Maybe it's because I'm "old" at least by using the internet standards. But how are any of these chat programs worth anything? IRC, AOL instant messenger, whatever the MSN one was called. They all get replaced so easily, and this generation will probably meet the same fate, it's like saying G-mail is worth billions because it has "so many users!" Is it just a cash in on inept investors?
Whine more, incel beta boy.
I'm confused. I've heard of Snapchat. I don't use it. Are you sure you didn't mean $25,000,000 IPO?
So they have 100M active users. At $25B they're valuing the company at $250 per user. That seems at least a couple of orders of magnitude too high!
Did we learn nothing from the .com bubble?
This forum Sig is licensed under the LGPL.
Just as confused as Zuckerberg, who's $3,000,000,000 offer was turned down.
That just means you're probably older than 25. You probably still use e-mail too.
I think most adults don't use it, but know all the young people use it, so all the money men figure it's the Next Big Thing(tm), and are overvaluing it because they don't want to miss out on the Next Big Thing(tm), even though no one has a damn clue how anyone is going to actually make money from it, let alone $25B of revenue from it. But they know it's going to be BIG.
Same as Twitter, I think, although I have a feeling as soon as everyone figures out that no one actually wants to *buy* it as its current price, we're going to see a little air let out of that balloon.
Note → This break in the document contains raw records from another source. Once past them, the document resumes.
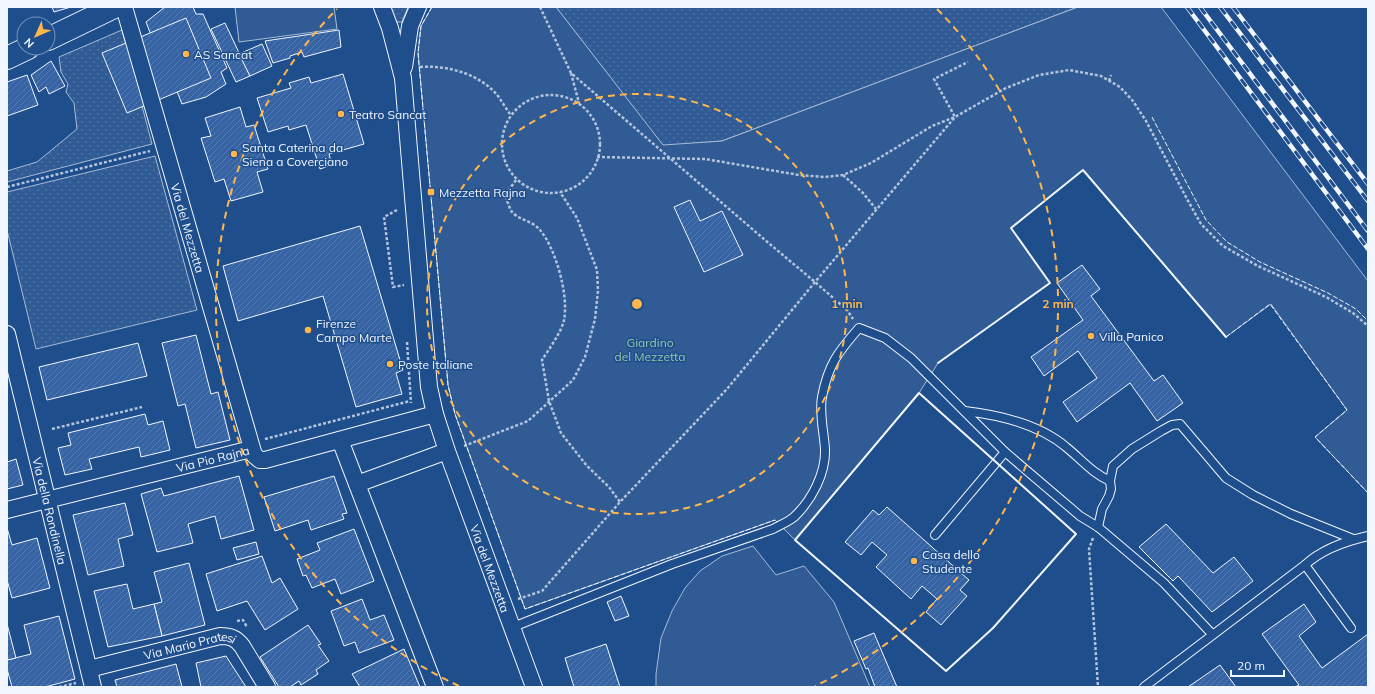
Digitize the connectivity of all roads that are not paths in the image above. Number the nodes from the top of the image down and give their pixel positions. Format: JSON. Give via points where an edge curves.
{"nodes":[{"id":1,"x":114,"y":7,"type":"edge"},
{"id":2,"x":124,"y":7,"type":"edge"},
{"id":3,"x":382,"y":7,"type":"edge"},
{"id":4,"x":418,"y":7,"type":"edge"},
{"id":5,"x":56,"y":34,"type":"edge"},
{"id":6,"x":403,"y":78,"type":"junction"},
{"id":7,"x":7,"y":334,"type":"edge"},
{"id":8,"x":965,"y":411,"type":"junction"},
{"id":9,"x":435,"y":414,"type":"junction"},
{"id":10,"x":340,"y":440,"type":"junction"},
{"id":11,"x":257,"y":444,"type":"junction"},
{"id":12,"x":447,"y":451,"type":"junction"},
{"id":13,"x":1005,"y":452,"type":"junction"},
{"id":14,"x":1110,"y":481,"type":"junction"},
{"id":15,"x":357,"y":484,"type":"junction"},
{"id":16,"x":48,"y":500,"type":"junction"},
{"id":17,"x":7,"y":510,"type":"edge"},
{"id":18,"x":1098,"y":527,"type":"junction"},
{"id":19,"x":935,"y":535,"type":"dead end"},
{"id":20,"x":1368,"y":536,"type":"edge"},
{"id":21,"x":1353,"y":539,"type":"junction"},
{"id":22,"x":1305,"y":564,"type":"junction"},
{"id":23,"x":513,"y":628,"type":"junction"},
{"id":24,"x":1351,"y":628,"type":"dead end"},
{"id":25,"x":1212,"y":634,"type":"junction"},
{"id":26,"x":89,"y":669,"type":"junction"},
{"id":27,"x":93,"y":687,"type":"edge"},
{"id":28,"x":267,"y":687,"type":"edge"},
{"id":29,"x":435,"y":687,"type":"edge"},
{"id":30,"x":534,"y":687,"type":"edge"},
{"id":31,"x":1145,"y":687,"type":"edge"}],
"edges":[{"from":1,"to":5,"type":"main road"},
{"from":2,"to":11,"type":"street","name":"Via del Mezzetta"},
{"from":3,"to":6,"type":"street","name":"Via del Mezzetta"},
{"from":4,"to":6,"type":"street","name":"Via del Mezzetta","via":[[408,32]]},
{"from":6,"to":9,"type":"street","name":"Via del Mezzetta","via":[[429,387]]},
{"from":7,"to":16,"type":"street","name":"Via della Rondinella"},
{"from":8,"to":13,"type":"lane"},
{"from":8,"to":14,"type":"lane","via":[[1022,423],[1043,432],[1065,446],[1099,476]]},
{"from":8,"to":23,"type":"lane","via":[[911,358],[885,338],[859,328],[829,369],[822,399],[824,466],[816,486],[794,517],[773,528],[672,564]]},
{"from":9,"to":10,"type":"street","name":"Via Pio Rajna"},
{"from":9,"to":12,"type":"street","name":"Via del Mezzetta"},
{"from":10,"to":11,"type":"street","name":"Via Pio Rajna","via":[[264,460],[256,457]]},
{"from":10,"to":15,"type":"street"},
{"from":11,"to":16,"type":"street","name":"Via Pio Rajna"},
{"from":12,"to":15,"type":"street"},
{"from":12,"to":23,"type":"street","name":"Via del Mezzetta"},
{"from":13,"to":18,"type":"lane","via":[[1080,516]]},
{"from":13,"to":19,"type":"lane"},
{"from":14,"to":18,"type":"lane","via":[[1111,489],[1102,508]]},
{"from":14,"to":21,"type":"lane","via":[[1113,466],[1132,449],[1172,425],[1180,424],[1226,478],[1285,511]]},
{"from":15,"to":29,"type":"street"},
{"from":16,"to":17,"type":"street","name":"Via Pio Rajna"},
{"from":16,"to":26,"type":"street","name":"Via della Rondinella"},
{"from":18,"to":25,"type":"lane","via":[[1164,583]]},
{"from":20,"to":21,"type":"lane"},
{"from":21,"to":22,"type":"lane","via":[[1314,557]]},
{"from":22,"to":24,"type":"lane"},
{"from":22,"to":25,"type":"lane"},
{"from":23,"to":30,"type":"street","name":"Via del Mezzetta"},
{"from":25,"to":31,"type":"lane"},
{"from":26,"to":27,"type":"street","name":"Via della Rondinella"},
{"from":26,"to":28,"type":"street","name":"Via Mario Pratesi","via":[[226,636],[237,640],[242,646]]}]}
Irony: Agile development has too much intertia to be abandoned now.
Well the only concrete number I can find is they have $3 million in 6 weeks revenue at the end of 2015. (so $25 million or so annually):
http://www.latimes.com/business/technology/la-fi-tn-snapchat-revenue-20150820-story.html
Those other numbers come from third party 'growth' projections. e.g. FT claimed their revenue would grow to be $100 million in 2016, and BusinessInsider claimed to would grow to be $1 billion (pinky in mouth) in 2017.
So are their user base going 'nuclear' as you put it? I can find a reported registered user head count at 100 million in 2014, and 150 million in 2016, so I don't think so. I've seen numbers such as 400 millon photos shared a month, (e.g. 4 per active user, = 4 possible ad views).
Can to take a stab at a PEGR when they don't even report earnings and growth in earnings? This is fools gold.
>Decacorn
Wtf, what a retard invents such lingo?
According to their math apparently $250.
It's definitely nearing the top of the bubble again. I'm not totally surprised Snapchat is trying to desperately IPO and get their founders cashed out before everything pops. Maybe they've learned something from history -- the late 90s was full of companies whose sole strategy was to rush a website or e-commerce offering out, then IPO or convince an established company to buy them out. Or, maybe they saw Twitter couldn't sell itself to anyone and want to hurry up and get their money out.
Everything "consumer social" is pretty saturated these days by Facebook and Twitter, so maybe it's a strategy to convince Facebook to buy them rather than actually going through with the IPO. The next big mini-bubble is "workplace social" -- Slack and Atlassian are all over that one and there are going to be billions wasted before people figure out that very few non-hipsters (in any age bracket) want a mash-up of Facebook and SharePoint as their primary work tool.
I think the big difference about this bubble is that it's going to last a longer time and sort of deflate slowly rather than pop. Ironically, that's because of cloud computing. These bubble companies are running on Amazon or Google or Microsoft cloud infrastructure and they don't have fixed costs like the late 90s dotbombs did. They don't have to buy a data center and servers -- the VC money is being used to rent them from providers. Companies can live a lot longer when there's no fear of a hard stop when you simply run out of money. It's too bad, because there was a ton of infrastructure items on the eBay market from bankruptcy sales last time around...not this time!